__Directions__: Take each line of the data that contains the string "paths" and copy it.

__Material to process__:
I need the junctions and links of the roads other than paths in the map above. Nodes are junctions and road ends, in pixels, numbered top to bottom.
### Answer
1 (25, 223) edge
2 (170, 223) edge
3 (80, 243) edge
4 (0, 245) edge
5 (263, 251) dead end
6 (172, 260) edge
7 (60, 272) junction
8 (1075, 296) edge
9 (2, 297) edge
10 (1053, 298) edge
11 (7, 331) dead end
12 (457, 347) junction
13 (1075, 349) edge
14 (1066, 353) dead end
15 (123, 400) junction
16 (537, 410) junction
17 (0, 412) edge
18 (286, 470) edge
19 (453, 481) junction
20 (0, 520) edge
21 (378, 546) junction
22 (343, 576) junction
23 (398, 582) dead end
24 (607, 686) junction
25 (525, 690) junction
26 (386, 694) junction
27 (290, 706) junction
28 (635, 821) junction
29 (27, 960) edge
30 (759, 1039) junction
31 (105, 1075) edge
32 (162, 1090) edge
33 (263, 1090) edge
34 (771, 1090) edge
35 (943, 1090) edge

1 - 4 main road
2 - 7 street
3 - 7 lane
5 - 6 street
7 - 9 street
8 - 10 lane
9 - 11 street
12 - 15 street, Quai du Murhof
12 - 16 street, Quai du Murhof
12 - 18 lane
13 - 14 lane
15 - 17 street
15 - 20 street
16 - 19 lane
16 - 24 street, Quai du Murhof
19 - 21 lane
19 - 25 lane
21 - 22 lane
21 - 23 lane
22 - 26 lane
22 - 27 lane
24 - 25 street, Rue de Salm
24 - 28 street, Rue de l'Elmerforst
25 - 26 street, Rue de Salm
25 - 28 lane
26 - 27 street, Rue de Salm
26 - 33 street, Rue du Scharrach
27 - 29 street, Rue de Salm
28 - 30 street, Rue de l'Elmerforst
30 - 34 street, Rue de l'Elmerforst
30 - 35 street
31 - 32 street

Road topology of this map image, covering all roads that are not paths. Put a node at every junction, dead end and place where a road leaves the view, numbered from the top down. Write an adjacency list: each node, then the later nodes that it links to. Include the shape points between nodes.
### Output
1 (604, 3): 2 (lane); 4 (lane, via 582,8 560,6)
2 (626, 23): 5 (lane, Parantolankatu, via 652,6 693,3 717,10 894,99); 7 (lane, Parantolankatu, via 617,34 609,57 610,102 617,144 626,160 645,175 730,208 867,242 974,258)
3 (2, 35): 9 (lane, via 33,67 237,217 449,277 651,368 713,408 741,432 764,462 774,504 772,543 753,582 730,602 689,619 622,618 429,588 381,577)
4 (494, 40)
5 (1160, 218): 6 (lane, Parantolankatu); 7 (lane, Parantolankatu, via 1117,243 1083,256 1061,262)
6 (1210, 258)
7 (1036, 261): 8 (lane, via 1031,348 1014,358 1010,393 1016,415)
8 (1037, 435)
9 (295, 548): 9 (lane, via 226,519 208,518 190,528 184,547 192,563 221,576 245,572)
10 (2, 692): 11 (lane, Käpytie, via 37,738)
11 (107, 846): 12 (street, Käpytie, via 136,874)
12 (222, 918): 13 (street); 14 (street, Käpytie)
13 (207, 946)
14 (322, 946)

__Solution for this task__:
I need the junctions and links of the roads other than paths in the map above. Nodes are junctions and road ends, in pixels, numbered top to bottom.
Road topology of this map image, covering all roads that are not paths. Put a node at every junction, dead end and place where a road leaves the view, numbered from the top down. Write an adjacency list: each node, then the later nodes that it links to. Include the shape points between nodes.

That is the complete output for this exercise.